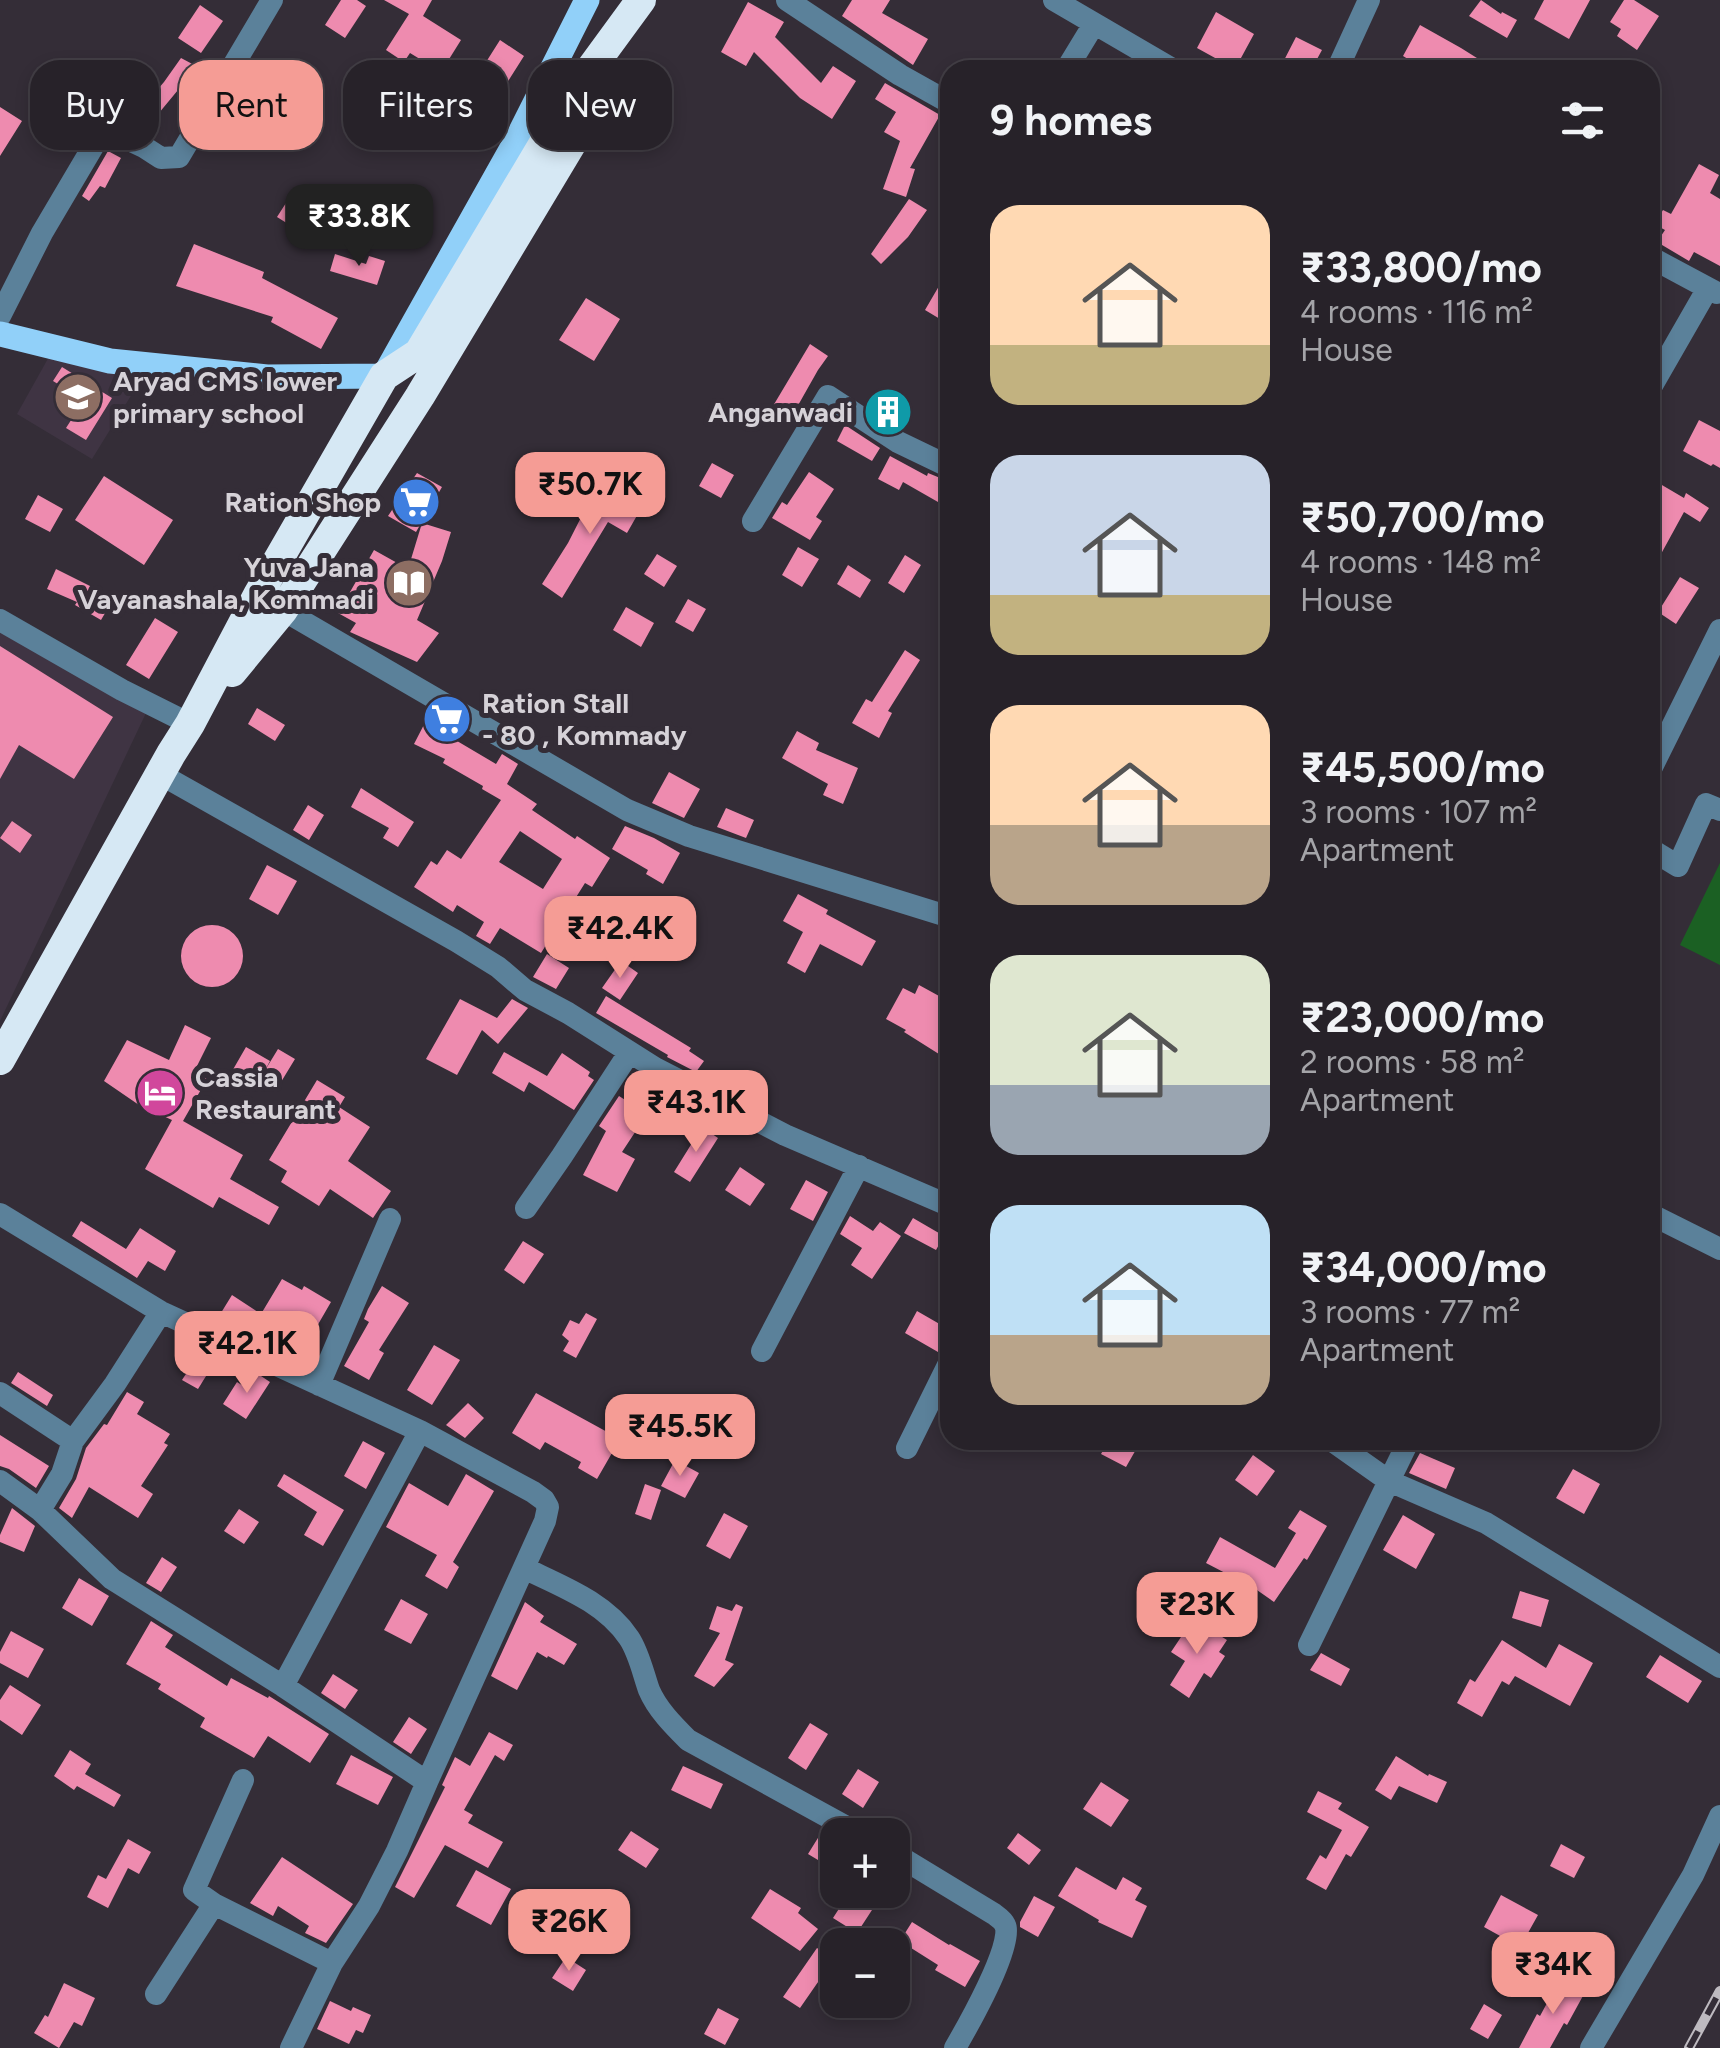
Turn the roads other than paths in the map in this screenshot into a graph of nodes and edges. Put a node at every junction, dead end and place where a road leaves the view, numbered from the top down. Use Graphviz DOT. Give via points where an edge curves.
graph roads {
  1 [pos="272,0"];
  2 [pos="587,0"];
  3 [pos="787,0"];
  4 [pos="1054,0"];
  5 [pos="1368,0"];
  6 [pos="634,11"];
  7 [pos="1094,24"];
  8 [pos="1072,60"];
  9 [pos="1157,60"];
  10 [pos="1341,60"];
  11 [pos="940,98"];
  12 [pos="1660,261"];
  13 [pos="1714,291"];
  14 [pos="0,316"];
  15 [pos="0,334"];
  16 [pos="1660,374"];
  17 [pos="384,376"];
  18 [pos="420,396"];
  19 [pos="940,462"];
  20 [pos="753,521"];
  21 [pos="283,610"];
  22 [pos="0,620"];
  23 [pos="1720,630"];
  24 [pos="190,724"];
  25 [pos="1660,751"];
  26 [pos="160,774"];
  27 [pos="1720,810"];
  28 [pos="1660,855"];
  29 [pos="940,914"];
  30 [pos="628,1053"];
  31 [pos="0,1060"];
  32 [pos="859,1166"];
  33 [pos="940,1202"];
  34 [pos="526,1208"];
  35 [pos="0,1214"];
  36 [pos="1660,1219"];
  37 [pos="390,1220"];
  38 [pos="1720,1249"];
  39 [pos="161,1312"];
  40 [pos="762,1351"];
  41 [pos="940,1381"];
  42 [pos="319,1384"];
  43 [pos="0,1394"];
  44 [pos="420,1431"];
  45 [pos="73,1441"];
  46 [pos="907,1448"];
  47 [pos="1344,1450"];
  48 [pos="1405,1450"];
  49 [pos="0,1481"];
  50 [pos="1389,1481"];
  51 [pos="40,1510"];
  52 [pos="524,1568"];
  53 [pos="1309,1645"];
  54 [pos="1720,1667"];
  55 [pos="283,1686"];
  56 [pos="243,1780"];
  57 [pos="427,1782"];
  58 [pos="1720,1816"];
  59 [pos="830,1818"];
  60 [pos="910,1863"];
  61 [pos="214,1904"];
  62 [pos="332,1963"];
  63 [pos="156,1994"];
  64 [pos="291,2048"];
  65 [pos="954,2048"];
  66 [pos="1592,2048"];
  1 -- 14 [label="street" via="179,157 161,158 104,128"];
  2 -- 17 [label="main road"];
  3 -- 11 [label="street"];
  4 -- 7 [label="street"];
  5 -- 10 [label="street"];
  6 -- 17 [label="highway" via="578,86 419,353"];
  6 -- 18 [label="highway" via="573,141"];
  7 -- 8 [label="street"];
  7 -- 9 [label="street"];
  12 -- 13 [label="street"];
  13 -- 16 [label="street"];
  15 -- 17 [label="main road" via="110,360 267,376"];
  17 -- 18 [label="highway"];
  17 -- 24 [label="highway"];
  18 -- 21 [label="highway"];
  19 -- 20 [label="street" via="828,396"];
  21 -- 24 [label="highway"];
  21 -- 29 [label="street" via="627,810 689,836"];
  22 -- 24 [label="street"];
  23 -- 25 [label="street"];
  24 -- 26 [label="highway"];
  26 -- 30 [label="street" via="456,940"];
  26 -- 31 [label="highway"];
  27 -- 28 [label="street" via="1706,804 1678,866"];
  30 -- 32 [label="street"];
  30 -- 34 [label="street"];
  32 -- 33 [label="street"];
  32 -- 40 [label="street"];
  35 -- 39 [label="street"];
  36 -- 38 [label="street"];
  37 -- 42 [label="street"];
  39 -- 42 [label="street"];
  39 -- 45 [label="street"];
  41 -- 46 [label="street"];
  42 -- 44 [label="street"];
  43 -- 45 [label="street"];
  44 -- 52 [label="street" via="547,1504"];
  44 -- 55 [label="street"];
  45 -- 51 [label="street"];
  47 -- 50 [label="street"];
  48 -- 50 [label="street"];
  49 -- 51 [label="street"];
  50 -- 53 [label="street"];
  50 -- 54 [label="street" via="1486,1522"];
  51 -- 55 [label="street" via="112,1579"];
  52 -- 57 [label="street"];
  52 -- 59 [label="street" via="618,1623 651,1694 688,1740"];
  55 -- 57 [label="street"];
  56 -- 61 [label="street" via="194,1890"];
  57 -- 62 [label="street" via="368,1906"];
  58 -- 66 [label="street"];
  60 -- 65 [label="street" via="1005,1925 1002,1956"];
  61 -- 62 [label="street"];
  61 -- 63 [label="street"];
  62 -- 64 [label="street"];
}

---*---

**TASK STATEMENT**
Please return the records as they stand, word for word, with no pictures.

**EXERCISE OUTPUT**
Turn the roads other than paths in the map in this screenshot into a graph of nodes and edges. Put a node at every junction, dead end and place where a road leaves the view, numbered from the top down. Use Graphviz DOT. Give via points where an edge curves.
graph roads {
  1 [pos="272,0"];
  2 [pos="587,0"];
  3 [pos="787,0"];
  4 [pos="1054,0"];
  5 [pos="1368,0"];
  6 [pos="634,11"];
  7 [pos="1094,24"];
  8 [pos="1072,60"];
  9 [pos="1157,60"];
  10 [pos="1341,60"];
  11 [pos="940,98"];
  12 [pos="1660,261"];
  13 [pos="1714,291"];
  14 [pos="0,316"];
  15 [pos="0,334"];
  16 [pos="1660,374"];
  17 [pos="384,376"];
  18 [pos="420,396"];
  19 [pos="940,462"];
  20 [pos="753,521"];
  21 [pos="283,610"];
  22 [pos="0,620"];
  23 [pos="1720,630"];
  24 [pos="190,724"];
  25 [pos="1660,751"];
  26 [pos="160,774"];
  27 [pos="1720,810"];
  28 [pos="1660,855"];
  29 [pos="940,914"];
  30 [pos="628,1053"];
  31 [pos="0,1060"];
  32 [pos="859,1166"];
  33 [pos="940,1202"];
  34 [pos="526,1208"];
  35 [pos="0,1214"];
  36 [pos="1660,1219"];
  37 [pos="390,1220"];
  38 [pos="1720,1249"];
  39 [pos="161,1312"];
  40 [pos="762,1351"];
  41 [pos="940,1381"];
  42 [pos="319,1384"];
  43 [pos="0,1394"];
  44 [pos="420,1431"];
  45 [pos="73,1441"];
  46 [pos="907,1448"];
  47 [pos="1344,1450"];
  48 [pos="1405,1450"];
  49 [pos="0,1481"];
  50 [pos="1389,1481"];
  51 [pos="40,1510"];
  52 [pos="524,1568"];
  53 [pos="1309,1645"];
  54 [pos="1720,1667"];
  55 [pos="283,1686"];
  56 [pos="243,1780"];
  57 [pos="427,1782"];
  58 [pos="1720,1816"];
  59 [pos="830,1818"];
  60 [pos="910,1863"];
  61 [pos="214,1904"];
  62 [pos="332,1963"];
  63 [pos="156,1994"];
  64 [pos="291,2048"];
  65 [pos="954,2048"];
  66 [pos="1592,2048"];
  1 -- 14 [label="street" via="179,157 161,158 104,128"];
  2 -- 17 [label="main road"];
  3 -- 11 [label="street"];
  4 -- 7 [label="street"];
  5 -- 10 [label="street"];
  6 -- 17 [label="highway" via="578,86 419,353"];
  6 -- 18 [label="highway" via="573,141"];
  7 -- 8 [label="street"];
  7 -- 9 [label="street"];
  12 -- 13 [label="street"];
  13 -- 16 [label="street"];
  15 -- 17 [label="main road" via="110,360 267,376"];
  17 -- 18 [label="highway"];
  17 -- 24 [label="highway"];
  18 -- 21 [label="highway"];
  19 -- 20 [label="street" via="828,396"];
  21 -- 24 [label="highway"];
  21 -- 29 [label="street" via="627,810 689,836"];
  22 -- 24 [label="street"];
  23 -- 25 [label="street"];
  24 -- 26 [label="highway"];
  26 -- 30 [label="street" via="456,940"];
  26 -- 31 [label="highway"];
  27 -- 28 [label="street" via="1706,804 1678,866"];
  30 -- 32 [label="street"];
  30 -- 34 [label="street"];
  32 -- 33 [label="street"];
  32 -- 40 [label="street"];
  35 -- 39 [label="street"];
  36 -- 38 [label="street"];
  37 -- 42 [label="street"];
  39 -- 42 [label="street"];
  39 -- 45 [label="street"];
  41 -- 46 [label="street"];
  42 -- 44 [label="street"];
  43 -- 45 [label="street"];
  44 -- 52 [label="street" via="547,1504"];
  44 -- 55 [label="street"];
  45 -- 51 [label="street"];
  47 -- 50 [label="street"];
  48 -- 50 [label="street"];
  49 -- 51 [label="street"];
  50 -- 53 [label="street"];
  50 -- 54 [label="street" via="1486,1522"];
  51 -- 55 [label="street" via="112,1579"];
  52 -- 57 [label="street"];
  52 -- 59 [label="street" via="618,1623 651,1694 688,1740"];
  55 -- 57 [label="street"];
  56 -- 61 [label="street" via="194,1890"];
  57 -- 62 [label="street" via="368,1906"];
  58 -- 66 [label="street"];
  60 -- 65 [label="street" via="1005,1925 1002,1956"];
  61 -- 62 [label="street"];
  61 -- 63 [label="street"];
  62 -- 64 [label="street"];
}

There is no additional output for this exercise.